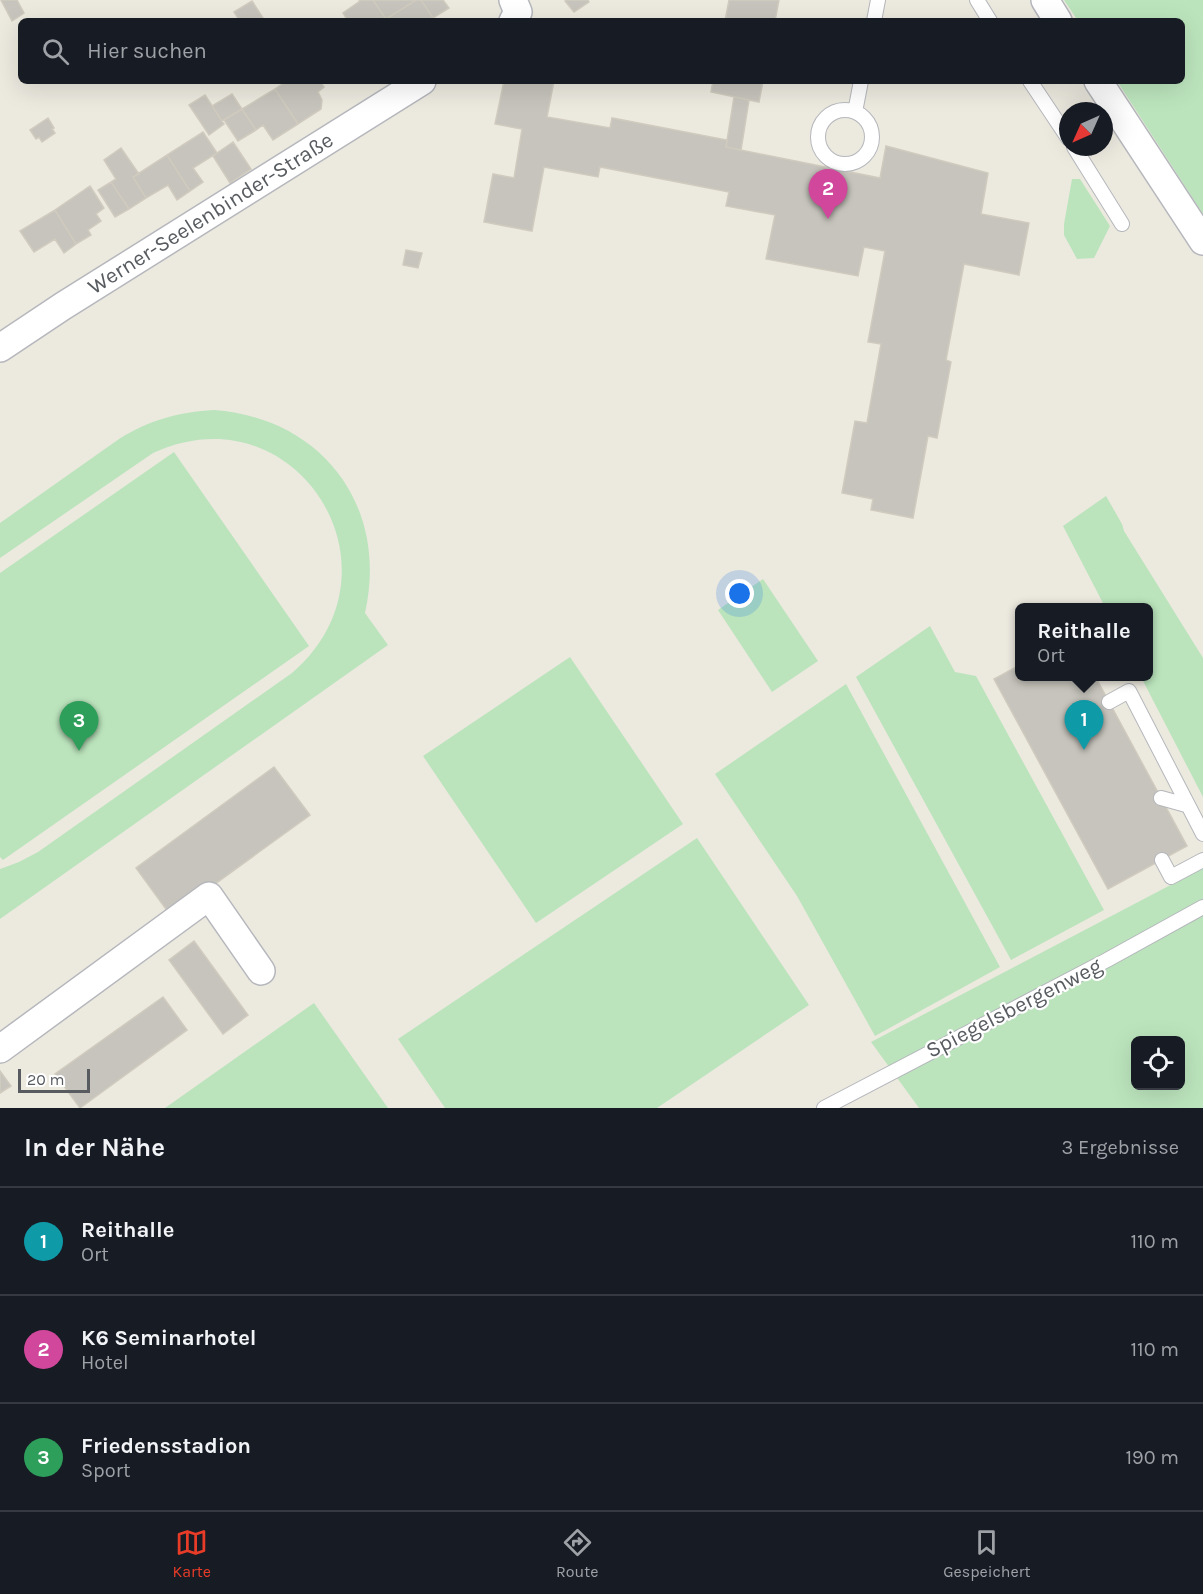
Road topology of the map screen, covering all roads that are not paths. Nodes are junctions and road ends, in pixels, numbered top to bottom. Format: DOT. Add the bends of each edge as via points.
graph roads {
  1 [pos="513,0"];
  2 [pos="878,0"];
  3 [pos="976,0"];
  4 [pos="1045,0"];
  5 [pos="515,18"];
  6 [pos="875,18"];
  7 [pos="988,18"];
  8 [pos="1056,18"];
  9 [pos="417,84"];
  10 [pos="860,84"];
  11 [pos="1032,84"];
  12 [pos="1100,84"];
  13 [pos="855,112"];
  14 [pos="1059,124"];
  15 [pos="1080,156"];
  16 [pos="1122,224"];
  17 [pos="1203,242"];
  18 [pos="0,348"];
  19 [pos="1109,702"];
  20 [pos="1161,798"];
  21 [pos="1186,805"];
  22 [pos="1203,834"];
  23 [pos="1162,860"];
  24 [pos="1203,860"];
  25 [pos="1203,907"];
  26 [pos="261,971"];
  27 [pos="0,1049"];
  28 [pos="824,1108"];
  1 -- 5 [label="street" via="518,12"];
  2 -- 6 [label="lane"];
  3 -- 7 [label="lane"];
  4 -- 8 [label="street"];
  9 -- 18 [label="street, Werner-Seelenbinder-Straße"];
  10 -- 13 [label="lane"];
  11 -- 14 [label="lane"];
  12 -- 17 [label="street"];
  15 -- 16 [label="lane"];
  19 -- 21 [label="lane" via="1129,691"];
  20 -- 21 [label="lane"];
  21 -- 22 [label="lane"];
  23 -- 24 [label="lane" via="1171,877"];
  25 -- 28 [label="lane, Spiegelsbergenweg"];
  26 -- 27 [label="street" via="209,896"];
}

Work order →
The whole listing should be transcribed exactly, though its pictures must be left out.

Task response →
Road topology of the map screen, covering all roads that are not paths. Nodes are junctions and road ends, in pixels, numbered top to bottom. Format: DOT. Add the bends of each edge as via points.
graph roads {
  1 [pos="513,0"];
  2 [pos="878,0"];
  3 [pos="976,0"];
  4 [pos="1045,0"];
  5 [pos="515,18"];
  6 [pos="875,18"];
  7 [pos="988,18"];
  8 [pos="1056,18"];
  9 [pos="417,84"];
  10 [pos="860,84"];
  11 [pos="1032,84"];
  12 [pos="1100,84"];
  13 [pos="855,112"];
  14 [pos="1059,124"];
  15 [pos="1080,156"];
  16 [pos="1122,224"];
  17 [pos="1203,242"];
  18 [pos="0,348"];
  19 [pos="1109,702"];
  20 [pos="1161,798"];
  21 [pos="1186,805"];
  22 [pos="1203,834"];
  23 [pos="1162,860"];
  24 [pos="1203,860"];
  25 [pos="1203,907"];
  26 [pos="261,971"];
  27 [pos="0,1049"];
  28 [pos="824,1108"];
  1 -- 5 [label="street" via="518,12"];
  2 -- 6 [label="lane"];
  3 -- 7 [label="lane"];
  4 -- 8 [label="street"];
  9 -- 18 [label="street, Werner-Seelenbinder-Straße"];
  10 -- 13 [label="lane"];
  11 -- 14 [label="lane"];
  12 -- 17 [label="street"];
  15 -- 16 [label="lane"];
  19 -- 21 [label="lane" via="1129,691"];
  20 -- 21 [label="lane"];
  21 -- 22 [label="lane"];
  23 -- 24 [label="lane" via="1171,877"];
  25 -- 28 [label="lane, Spiegelsbergenweg"];
  26 -- 27 [label="street" via="209,896"];
}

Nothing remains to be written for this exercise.